PROBLEM DETAILS
Looking at the records below, count how many lines contain the string "lane". Give that number alone.

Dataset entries
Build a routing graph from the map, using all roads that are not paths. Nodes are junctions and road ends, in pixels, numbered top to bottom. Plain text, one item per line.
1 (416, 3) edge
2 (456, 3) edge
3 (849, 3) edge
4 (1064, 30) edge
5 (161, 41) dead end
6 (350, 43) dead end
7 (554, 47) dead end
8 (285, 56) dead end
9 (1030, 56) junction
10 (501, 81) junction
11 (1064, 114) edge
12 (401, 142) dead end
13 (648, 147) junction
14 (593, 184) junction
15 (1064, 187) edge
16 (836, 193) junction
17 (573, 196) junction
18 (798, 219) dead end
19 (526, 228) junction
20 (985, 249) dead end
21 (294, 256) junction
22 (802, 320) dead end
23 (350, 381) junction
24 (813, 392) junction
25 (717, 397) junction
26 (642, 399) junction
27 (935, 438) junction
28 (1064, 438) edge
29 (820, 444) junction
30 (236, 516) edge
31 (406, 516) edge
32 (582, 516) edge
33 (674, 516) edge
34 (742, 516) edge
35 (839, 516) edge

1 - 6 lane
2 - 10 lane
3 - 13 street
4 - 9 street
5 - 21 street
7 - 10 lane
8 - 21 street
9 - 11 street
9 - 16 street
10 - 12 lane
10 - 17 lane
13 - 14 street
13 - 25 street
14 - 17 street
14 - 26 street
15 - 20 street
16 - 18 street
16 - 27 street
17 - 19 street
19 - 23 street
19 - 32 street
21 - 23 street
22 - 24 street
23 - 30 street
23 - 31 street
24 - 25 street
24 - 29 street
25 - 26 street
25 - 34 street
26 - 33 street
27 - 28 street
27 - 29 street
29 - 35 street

SOLUTION TO THIS PROBLEM
5